At the same time, a major gap had become obvious. When MacArthur first began supporting journalism and media decades ago, news was still a really good business in many local areas. Great fortunes have been amassed from producing quality local journalism—witness the source of funds for the Annenberg, Knight, and McCormick foundations.

A generation later, that’s no longer the case. Not even close. Local news is a brutally hard business. Almost no one is making money doing it. It is such a terrible business that we are losing an average of two newspapers a week in America. There are fewer jobs for journalists, and the jobs that do exist are much less well paid than they once were, on average—while the debt load of journalism-school graduates has only continued to grow. Fewer people, especially younger people, seem to be willing to pay for local-news production.

At the MacArthur Foundation, we decided to double our bet on journalism and media—to continue our longstanding program focused on national news and to add a time-limited, big bet on local news. But we realized that even with our significant resources, we could not make enough of a difference alone. So we helped create a 22-funder consortium called Press Forward. Together, we have committed more than $500 million to address the local-news crisis over the next five years.

But that $500 million will not be enough, as many have been quick to point out. America is a big country. Divide that amount by 50 states and spread it over five years, and even half a billion dollars starts to look grossly inadequate.

Our goal is to raise the next $500 million at the local level. For local news to be sustainable over the long term, communities will need to stand up and support their local news providers—whoever that may be in any given area. Americans will need to support local news the same way that they invest in arts and culture, hospitals, or alma maters. They will need to add it to their list of philanthropic commitments—or at least to their list of subscriptions, alongside Amazon Prime, Hulu, and Netflix.

The good news is that local journalists are already producing an extraordinary array of good work and innovative ideas. A new generation of local-news entrepreneurs has stepped into the breach to join with longtime journalists in an effort to produce a local-news renaissance.

Democracy in America is in crisis. The dramatic decline of local news is a major part of this crisis, and there are great ideas and organizations to fund, across all 50 states, to address it. These models include public media operations, nonprofit media start-ups, and for-profit companies. They include television, radio, and digital-only outlets as well as intriguing combinations of all three.

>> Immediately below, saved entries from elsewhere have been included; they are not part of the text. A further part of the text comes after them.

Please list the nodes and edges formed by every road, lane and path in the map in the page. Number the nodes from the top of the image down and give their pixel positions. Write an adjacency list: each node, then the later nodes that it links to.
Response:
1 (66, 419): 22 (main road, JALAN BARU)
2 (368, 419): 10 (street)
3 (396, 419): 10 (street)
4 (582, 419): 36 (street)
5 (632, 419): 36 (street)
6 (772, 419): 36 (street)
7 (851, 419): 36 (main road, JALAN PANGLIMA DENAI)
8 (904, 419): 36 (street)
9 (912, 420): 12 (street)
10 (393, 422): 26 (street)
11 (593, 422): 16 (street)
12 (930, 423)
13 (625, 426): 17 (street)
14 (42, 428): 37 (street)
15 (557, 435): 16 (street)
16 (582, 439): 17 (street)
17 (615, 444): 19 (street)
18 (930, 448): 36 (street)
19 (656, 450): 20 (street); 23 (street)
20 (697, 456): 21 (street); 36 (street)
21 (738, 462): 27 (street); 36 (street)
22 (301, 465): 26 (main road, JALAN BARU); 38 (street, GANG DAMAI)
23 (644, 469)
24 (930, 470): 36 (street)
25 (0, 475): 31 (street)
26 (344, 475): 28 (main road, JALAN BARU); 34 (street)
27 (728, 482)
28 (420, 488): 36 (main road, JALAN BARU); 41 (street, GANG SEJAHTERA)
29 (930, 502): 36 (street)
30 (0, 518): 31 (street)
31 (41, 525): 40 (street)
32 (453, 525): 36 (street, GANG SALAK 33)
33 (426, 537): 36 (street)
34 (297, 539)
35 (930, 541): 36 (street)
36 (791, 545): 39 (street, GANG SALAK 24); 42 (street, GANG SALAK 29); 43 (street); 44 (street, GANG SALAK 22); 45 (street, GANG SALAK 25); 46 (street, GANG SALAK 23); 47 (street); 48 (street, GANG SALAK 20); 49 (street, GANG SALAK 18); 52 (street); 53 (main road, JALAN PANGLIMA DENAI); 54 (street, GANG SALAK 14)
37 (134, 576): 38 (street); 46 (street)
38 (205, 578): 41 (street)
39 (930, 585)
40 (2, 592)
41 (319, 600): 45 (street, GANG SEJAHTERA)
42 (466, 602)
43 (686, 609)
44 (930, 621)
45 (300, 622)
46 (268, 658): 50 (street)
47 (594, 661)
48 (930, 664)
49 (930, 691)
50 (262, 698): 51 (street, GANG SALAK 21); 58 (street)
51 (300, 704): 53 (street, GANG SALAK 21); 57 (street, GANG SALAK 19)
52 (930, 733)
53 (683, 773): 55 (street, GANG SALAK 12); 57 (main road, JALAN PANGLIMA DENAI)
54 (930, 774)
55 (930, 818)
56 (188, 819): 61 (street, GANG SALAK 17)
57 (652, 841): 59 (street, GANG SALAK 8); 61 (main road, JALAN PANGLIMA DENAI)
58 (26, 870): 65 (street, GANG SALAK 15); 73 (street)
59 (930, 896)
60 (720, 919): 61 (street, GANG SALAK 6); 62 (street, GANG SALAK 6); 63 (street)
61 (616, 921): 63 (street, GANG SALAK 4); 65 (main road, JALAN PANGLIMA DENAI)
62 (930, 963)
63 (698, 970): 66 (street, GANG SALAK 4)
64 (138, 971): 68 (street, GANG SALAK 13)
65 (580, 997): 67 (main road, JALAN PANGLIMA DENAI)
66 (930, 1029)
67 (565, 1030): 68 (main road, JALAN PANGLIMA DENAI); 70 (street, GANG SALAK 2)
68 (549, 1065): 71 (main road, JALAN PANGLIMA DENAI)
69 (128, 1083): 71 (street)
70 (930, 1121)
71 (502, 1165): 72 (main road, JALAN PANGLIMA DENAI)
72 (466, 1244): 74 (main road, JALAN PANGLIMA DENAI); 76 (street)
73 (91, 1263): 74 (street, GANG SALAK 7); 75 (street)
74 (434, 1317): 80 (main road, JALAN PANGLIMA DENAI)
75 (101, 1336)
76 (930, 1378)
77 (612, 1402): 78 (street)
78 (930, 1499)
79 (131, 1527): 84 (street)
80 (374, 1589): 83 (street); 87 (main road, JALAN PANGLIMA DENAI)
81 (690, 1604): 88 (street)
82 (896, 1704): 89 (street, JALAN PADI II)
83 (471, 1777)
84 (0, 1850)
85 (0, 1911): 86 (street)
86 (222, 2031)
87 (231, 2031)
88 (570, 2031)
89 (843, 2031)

They are led by a more racially and gender-diverse set of editors, reporters, and businesspeople. They are worthy of our support as they grow, stabilize, and develop sustainable models with a range of revenue streams.

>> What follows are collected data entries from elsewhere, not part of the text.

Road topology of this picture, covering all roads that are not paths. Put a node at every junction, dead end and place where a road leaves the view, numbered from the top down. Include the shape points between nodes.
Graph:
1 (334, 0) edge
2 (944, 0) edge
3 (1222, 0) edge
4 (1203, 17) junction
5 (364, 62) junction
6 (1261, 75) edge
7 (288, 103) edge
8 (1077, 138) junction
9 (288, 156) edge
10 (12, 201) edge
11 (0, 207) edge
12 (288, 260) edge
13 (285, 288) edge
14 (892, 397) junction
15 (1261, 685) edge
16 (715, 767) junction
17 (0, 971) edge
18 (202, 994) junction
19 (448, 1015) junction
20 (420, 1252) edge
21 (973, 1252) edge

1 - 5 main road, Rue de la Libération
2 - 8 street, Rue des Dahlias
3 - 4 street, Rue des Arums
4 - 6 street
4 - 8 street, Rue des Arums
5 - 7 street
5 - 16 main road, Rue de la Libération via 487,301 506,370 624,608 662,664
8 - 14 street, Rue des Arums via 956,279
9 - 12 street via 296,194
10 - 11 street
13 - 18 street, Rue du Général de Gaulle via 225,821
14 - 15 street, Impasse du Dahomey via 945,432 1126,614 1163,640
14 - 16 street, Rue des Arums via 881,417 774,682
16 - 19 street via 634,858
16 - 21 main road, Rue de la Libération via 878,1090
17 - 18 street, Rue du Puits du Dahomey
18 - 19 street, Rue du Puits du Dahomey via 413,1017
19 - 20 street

Press Forward will only be successful, though, if it helps increase support in every part of America for local news. It must help raise awareness of the costs of a declining local-news ecosystem and shine a spotlight on the business models and the people who can bring about dramatic, positive change in the field. We can come out the other side of this crisis with a more robust, sustainable, and equitable local-news system than we have ever had in this country. But to get there, we will need to invest broadly, deeply, and intentionally in the most promising work being done by local journalists. As more and more communities lose their local-news coverage, the need for this investment becomes more urgent with every passing day.

John Palfrey is the president of the John D. and Catherine T. MacArthur Foundation. Prior to joining MacArthur, he served as the head of school at Phillips Academy, Andover. He is the former board chair of the John S. and James L. Knight Foundation.